> Exercise: The lines to return are those below that contain the word "from".

> Task inputs:
Start of Block

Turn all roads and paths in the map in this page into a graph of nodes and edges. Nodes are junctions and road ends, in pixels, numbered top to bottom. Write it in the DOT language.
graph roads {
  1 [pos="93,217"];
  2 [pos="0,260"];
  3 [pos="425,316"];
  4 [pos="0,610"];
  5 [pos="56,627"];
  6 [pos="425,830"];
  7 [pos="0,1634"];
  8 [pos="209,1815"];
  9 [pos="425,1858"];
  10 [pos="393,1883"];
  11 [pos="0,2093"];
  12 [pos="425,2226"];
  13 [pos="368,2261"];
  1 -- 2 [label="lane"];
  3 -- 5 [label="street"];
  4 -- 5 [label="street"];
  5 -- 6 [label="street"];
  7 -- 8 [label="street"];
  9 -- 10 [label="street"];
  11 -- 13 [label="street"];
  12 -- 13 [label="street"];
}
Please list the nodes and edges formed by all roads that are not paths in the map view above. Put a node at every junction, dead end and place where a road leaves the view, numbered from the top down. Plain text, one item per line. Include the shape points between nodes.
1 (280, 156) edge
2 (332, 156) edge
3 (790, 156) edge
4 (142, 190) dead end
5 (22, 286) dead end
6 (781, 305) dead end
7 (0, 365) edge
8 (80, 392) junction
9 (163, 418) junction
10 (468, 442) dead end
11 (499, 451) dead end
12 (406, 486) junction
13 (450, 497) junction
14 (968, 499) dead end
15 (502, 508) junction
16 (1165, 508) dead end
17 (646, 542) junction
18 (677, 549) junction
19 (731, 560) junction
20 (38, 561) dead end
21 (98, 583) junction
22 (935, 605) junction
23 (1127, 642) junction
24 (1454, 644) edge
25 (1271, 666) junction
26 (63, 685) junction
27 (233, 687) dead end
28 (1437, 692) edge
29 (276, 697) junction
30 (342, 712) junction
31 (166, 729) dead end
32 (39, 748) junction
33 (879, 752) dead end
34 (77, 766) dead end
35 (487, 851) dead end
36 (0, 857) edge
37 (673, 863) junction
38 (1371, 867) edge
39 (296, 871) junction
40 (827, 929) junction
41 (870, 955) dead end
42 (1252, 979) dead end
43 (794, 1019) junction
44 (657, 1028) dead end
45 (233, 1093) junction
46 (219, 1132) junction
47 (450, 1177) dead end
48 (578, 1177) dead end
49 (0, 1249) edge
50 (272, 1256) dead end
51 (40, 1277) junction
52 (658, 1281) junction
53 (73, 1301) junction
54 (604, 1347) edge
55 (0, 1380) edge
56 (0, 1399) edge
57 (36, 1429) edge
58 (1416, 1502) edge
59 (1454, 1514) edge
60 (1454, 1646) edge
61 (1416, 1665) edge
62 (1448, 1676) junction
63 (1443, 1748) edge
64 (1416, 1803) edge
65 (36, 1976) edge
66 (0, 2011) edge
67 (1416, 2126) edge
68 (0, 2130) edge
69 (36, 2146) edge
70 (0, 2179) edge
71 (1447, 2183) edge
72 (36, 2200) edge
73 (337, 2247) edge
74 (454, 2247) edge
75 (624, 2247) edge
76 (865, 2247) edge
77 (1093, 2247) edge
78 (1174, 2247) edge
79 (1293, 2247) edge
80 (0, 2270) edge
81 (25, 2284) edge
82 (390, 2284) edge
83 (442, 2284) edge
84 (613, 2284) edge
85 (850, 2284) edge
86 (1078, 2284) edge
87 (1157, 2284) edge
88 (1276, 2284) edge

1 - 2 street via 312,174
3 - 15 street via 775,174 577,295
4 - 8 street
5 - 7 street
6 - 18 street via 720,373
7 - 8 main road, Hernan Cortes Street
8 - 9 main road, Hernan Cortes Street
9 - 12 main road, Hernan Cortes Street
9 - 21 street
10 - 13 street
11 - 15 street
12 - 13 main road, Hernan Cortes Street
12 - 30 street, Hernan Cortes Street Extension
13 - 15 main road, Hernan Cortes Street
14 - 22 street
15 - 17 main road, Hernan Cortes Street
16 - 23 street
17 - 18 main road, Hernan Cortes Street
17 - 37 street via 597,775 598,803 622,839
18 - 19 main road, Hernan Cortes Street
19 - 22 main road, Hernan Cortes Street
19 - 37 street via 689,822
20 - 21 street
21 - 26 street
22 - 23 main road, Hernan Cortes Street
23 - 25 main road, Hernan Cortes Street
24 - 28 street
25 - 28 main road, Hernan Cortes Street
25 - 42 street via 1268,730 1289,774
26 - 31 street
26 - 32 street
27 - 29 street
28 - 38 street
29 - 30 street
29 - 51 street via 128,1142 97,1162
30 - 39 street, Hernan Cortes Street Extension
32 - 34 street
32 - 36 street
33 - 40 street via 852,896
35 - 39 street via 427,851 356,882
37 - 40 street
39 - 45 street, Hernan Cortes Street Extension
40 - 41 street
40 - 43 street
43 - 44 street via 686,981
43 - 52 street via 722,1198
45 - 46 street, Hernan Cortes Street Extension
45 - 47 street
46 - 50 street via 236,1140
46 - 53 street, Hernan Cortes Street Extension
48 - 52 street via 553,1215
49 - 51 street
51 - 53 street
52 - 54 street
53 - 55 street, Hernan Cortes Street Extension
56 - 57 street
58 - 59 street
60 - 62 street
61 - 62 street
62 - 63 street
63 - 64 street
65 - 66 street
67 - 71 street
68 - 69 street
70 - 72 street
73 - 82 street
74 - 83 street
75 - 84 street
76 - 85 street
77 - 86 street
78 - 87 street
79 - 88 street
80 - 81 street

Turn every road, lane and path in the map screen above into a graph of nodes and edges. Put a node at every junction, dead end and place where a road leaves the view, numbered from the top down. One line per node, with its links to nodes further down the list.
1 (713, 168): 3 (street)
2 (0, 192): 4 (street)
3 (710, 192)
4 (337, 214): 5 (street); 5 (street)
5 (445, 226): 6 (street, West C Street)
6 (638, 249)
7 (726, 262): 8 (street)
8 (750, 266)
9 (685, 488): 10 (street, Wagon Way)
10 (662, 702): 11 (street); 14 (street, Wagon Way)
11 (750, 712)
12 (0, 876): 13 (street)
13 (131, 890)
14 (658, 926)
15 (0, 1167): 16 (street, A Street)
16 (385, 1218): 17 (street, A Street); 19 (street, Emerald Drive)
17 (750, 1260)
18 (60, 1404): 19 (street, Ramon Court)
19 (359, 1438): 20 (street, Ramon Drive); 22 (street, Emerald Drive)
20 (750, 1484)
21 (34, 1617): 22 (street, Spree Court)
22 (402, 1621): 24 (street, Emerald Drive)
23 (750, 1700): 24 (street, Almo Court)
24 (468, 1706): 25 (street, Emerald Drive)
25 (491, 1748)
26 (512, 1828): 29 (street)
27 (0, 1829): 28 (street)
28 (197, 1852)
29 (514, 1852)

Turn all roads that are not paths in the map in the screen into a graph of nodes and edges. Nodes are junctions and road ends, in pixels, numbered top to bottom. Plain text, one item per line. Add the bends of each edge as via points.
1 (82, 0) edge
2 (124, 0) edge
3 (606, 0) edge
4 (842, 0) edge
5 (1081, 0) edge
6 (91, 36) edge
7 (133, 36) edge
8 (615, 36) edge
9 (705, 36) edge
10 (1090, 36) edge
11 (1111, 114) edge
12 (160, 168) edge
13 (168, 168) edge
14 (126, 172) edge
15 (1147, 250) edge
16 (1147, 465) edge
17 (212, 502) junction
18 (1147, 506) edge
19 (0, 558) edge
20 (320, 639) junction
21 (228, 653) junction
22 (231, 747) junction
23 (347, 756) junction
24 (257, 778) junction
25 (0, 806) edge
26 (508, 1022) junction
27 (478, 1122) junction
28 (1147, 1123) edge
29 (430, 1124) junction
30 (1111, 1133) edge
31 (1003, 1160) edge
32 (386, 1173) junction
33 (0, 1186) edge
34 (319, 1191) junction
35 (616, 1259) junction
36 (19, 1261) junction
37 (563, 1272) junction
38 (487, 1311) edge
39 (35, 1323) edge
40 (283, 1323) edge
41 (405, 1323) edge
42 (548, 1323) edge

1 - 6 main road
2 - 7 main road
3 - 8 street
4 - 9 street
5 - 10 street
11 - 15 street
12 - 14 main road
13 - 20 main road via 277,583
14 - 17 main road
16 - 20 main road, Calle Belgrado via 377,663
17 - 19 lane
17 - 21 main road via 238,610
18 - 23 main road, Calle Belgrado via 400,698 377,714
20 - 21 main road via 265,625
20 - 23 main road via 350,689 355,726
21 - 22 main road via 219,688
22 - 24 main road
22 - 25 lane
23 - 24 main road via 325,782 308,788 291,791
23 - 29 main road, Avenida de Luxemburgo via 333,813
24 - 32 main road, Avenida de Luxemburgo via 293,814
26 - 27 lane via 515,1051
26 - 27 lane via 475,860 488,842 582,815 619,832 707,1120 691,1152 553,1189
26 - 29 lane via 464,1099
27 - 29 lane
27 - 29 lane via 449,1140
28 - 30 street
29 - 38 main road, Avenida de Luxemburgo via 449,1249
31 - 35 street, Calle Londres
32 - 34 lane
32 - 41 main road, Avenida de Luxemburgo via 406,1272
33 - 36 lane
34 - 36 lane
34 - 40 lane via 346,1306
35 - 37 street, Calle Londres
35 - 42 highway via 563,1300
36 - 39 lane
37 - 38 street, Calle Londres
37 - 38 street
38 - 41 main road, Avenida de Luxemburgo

End of Block

> Answer box:
Please list the nodes and edges formed by all roads that are not paths in the map view above. Put a node at every junction, dead end and place where a road leaves the view, numbered from the top down. Plain text, one item per line. Include the shape points between nodes.
Turn every road, lane and path in the map screen above into a graph of nodes and edges. Put a node at every junction, dead end and place where a road leaves the view, numbered from the top down. One line per node, with its links to nodes further down the list.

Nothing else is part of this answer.